# [WHAT THE EXERCISE ASKS]
Check each line below for the word "Karangrejo". How many have it? Answer with the number only.

Stored items:
--- START ---

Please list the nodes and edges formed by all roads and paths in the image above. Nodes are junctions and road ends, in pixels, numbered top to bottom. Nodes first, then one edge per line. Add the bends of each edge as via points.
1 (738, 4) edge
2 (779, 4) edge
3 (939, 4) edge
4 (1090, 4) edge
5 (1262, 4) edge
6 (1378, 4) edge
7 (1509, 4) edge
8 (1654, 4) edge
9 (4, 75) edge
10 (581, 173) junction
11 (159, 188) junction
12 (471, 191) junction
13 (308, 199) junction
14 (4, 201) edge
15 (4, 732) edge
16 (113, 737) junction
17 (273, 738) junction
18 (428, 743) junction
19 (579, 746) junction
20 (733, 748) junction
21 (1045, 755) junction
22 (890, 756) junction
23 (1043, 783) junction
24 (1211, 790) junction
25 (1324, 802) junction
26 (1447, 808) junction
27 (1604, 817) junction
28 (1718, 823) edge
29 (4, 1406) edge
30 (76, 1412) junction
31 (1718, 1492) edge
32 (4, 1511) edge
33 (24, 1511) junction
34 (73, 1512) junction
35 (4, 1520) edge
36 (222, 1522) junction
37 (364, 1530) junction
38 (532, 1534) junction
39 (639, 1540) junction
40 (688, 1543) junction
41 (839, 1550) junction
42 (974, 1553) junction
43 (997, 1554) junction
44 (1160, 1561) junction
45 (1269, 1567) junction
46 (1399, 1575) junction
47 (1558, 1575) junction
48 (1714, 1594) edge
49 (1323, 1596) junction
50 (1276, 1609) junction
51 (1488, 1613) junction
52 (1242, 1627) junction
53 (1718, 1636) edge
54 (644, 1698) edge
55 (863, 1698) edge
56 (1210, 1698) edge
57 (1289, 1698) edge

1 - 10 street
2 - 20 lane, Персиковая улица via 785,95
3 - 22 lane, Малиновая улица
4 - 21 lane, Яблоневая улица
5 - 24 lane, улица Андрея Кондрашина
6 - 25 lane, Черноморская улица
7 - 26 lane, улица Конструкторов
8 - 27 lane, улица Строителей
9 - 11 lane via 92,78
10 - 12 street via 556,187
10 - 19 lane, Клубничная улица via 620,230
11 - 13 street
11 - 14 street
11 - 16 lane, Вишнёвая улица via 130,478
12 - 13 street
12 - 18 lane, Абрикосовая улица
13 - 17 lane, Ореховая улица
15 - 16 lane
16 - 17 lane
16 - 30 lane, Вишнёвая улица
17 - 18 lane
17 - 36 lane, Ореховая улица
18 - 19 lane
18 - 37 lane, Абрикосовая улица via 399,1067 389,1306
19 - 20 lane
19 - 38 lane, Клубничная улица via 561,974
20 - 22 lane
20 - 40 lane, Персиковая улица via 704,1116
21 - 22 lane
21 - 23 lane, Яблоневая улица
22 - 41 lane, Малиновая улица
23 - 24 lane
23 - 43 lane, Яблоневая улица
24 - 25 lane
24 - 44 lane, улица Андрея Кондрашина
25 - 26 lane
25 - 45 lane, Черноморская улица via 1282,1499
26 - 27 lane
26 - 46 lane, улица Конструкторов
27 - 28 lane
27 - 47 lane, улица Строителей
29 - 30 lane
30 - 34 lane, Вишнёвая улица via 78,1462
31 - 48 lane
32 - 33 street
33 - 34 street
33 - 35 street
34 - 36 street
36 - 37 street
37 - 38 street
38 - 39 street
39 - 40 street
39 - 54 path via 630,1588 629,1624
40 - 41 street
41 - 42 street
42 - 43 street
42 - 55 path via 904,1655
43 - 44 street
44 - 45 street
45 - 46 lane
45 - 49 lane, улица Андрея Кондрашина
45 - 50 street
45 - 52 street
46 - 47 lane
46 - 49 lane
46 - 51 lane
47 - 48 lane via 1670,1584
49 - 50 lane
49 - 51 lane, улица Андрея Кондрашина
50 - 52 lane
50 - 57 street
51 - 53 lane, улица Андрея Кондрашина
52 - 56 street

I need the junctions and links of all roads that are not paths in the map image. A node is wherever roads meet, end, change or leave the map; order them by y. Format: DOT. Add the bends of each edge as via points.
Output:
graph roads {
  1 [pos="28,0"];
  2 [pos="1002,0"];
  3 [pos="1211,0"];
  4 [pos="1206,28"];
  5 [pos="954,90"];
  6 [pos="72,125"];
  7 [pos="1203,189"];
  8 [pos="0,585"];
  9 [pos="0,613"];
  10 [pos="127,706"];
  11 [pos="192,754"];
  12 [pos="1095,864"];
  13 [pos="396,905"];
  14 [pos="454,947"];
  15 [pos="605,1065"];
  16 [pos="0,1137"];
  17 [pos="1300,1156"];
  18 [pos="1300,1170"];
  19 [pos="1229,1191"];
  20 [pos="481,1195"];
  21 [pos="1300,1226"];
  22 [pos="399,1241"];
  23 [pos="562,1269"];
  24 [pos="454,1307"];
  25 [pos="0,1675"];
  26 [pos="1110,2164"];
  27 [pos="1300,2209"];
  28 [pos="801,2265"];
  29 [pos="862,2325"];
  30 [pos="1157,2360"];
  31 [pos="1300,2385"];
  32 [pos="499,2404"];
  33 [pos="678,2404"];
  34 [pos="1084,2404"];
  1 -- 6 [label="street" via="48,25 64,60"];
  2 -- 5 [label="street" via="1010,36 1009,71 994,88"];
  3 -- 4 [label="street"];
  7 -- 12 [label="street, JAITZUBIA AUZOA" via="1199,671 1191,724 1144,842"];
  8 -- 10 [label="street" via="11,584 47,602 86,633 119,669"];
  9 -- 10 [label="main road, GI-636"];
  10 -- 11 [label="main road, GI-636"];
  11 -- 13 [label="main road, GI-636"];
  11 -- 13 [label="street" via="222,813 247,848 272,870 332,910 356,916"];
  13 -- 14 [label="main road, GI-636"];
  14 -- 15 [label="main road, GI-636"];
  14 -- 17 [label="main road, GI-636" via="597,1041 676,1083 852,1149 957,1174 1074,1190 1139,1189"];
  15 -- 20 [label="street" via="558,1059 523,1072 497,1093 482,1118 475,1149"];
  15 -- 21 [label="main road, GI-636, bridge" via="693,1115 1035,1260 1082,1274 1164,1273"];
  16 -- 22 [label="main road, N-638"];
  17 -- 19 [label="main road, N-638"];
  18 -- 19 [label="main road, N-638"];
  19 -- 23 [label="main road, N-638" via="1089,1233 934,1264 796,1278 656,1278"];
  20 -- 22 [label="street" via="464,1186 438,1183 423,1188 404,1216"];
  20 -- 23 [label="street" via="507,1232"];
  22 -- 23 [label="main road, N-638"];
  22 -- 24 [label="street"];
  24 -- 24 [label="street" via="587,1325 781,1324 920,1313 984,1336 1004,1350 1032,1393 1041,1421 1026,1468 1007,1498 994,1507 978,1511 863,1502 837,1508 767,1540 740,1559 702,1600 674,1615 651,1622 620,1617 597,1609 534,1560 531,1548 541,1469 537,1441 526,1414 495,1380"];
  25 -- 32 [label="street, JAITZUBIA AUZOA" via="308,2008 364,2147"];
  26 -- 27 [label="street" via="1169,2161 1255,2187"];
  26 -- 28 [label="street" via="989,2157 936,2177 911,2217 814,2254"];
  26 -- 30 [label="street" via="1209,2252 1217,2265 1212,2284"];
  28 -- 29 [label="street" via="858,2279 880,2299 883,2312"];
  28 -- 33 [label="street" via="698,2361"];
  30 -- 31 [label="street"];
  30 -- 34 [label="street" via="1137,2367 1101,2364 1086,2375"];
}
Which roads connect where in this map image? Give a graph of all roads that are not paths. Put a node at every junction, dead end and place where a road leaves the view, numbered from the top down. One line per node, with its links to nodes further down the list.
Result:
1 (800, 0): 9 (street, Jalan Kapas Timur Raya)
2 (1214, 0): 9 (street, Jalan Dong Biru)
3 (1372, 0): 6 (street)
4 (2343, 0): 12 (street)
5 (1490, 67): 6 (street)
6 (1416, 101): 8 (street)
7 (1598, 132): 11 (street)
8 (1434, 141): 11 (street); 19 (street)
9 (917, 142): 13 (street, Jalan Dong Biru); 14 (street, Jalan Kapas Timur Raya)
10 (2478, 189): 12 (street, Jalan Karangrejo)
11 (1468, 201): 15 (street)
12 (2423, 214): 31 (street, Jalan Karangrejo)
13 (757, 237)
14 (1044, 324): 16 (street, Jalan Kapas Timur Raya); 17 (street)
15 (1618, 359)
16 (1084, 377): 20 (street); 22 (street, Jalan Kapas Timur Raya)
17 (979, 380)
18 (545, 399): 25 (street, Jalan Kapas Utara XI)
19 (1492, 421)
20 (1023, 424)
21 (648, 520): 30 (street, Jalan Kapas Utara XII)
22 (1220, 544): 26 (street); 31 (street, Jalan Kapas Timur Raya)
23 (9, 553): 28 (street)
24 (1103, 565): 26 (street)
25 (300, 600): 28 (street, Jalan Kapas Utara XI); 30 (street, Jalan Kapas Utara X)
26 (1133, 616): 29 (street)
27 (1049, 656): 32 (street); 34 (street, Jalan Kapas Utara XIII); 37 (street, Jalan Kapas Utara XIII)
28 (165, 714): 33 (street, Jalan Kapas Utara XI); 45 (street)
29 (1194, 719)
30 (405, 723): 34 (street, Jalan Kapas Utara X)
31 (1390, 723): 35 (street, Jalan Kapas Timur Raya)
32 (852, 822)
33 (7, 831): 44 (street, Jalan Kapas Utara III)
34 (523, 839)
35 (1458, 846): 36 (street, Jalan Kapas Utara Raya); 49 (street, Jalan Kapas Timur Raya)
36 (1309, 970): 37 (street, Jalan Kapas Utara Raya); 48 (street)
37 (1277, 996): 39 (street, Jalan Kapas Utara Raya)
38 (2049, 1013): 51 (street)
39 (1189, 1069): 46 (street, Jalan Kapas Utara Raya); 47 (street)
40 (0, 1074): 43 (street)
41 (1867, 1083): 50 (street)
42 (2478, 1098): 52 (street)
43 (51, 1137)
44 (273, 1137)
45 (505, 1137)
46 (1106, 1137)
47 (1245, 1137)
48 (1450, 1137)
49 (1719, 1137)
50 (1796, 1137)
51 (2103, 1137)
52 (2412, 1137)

--- END ---

# [SOLUTION FOR THIS EXERCISE]
2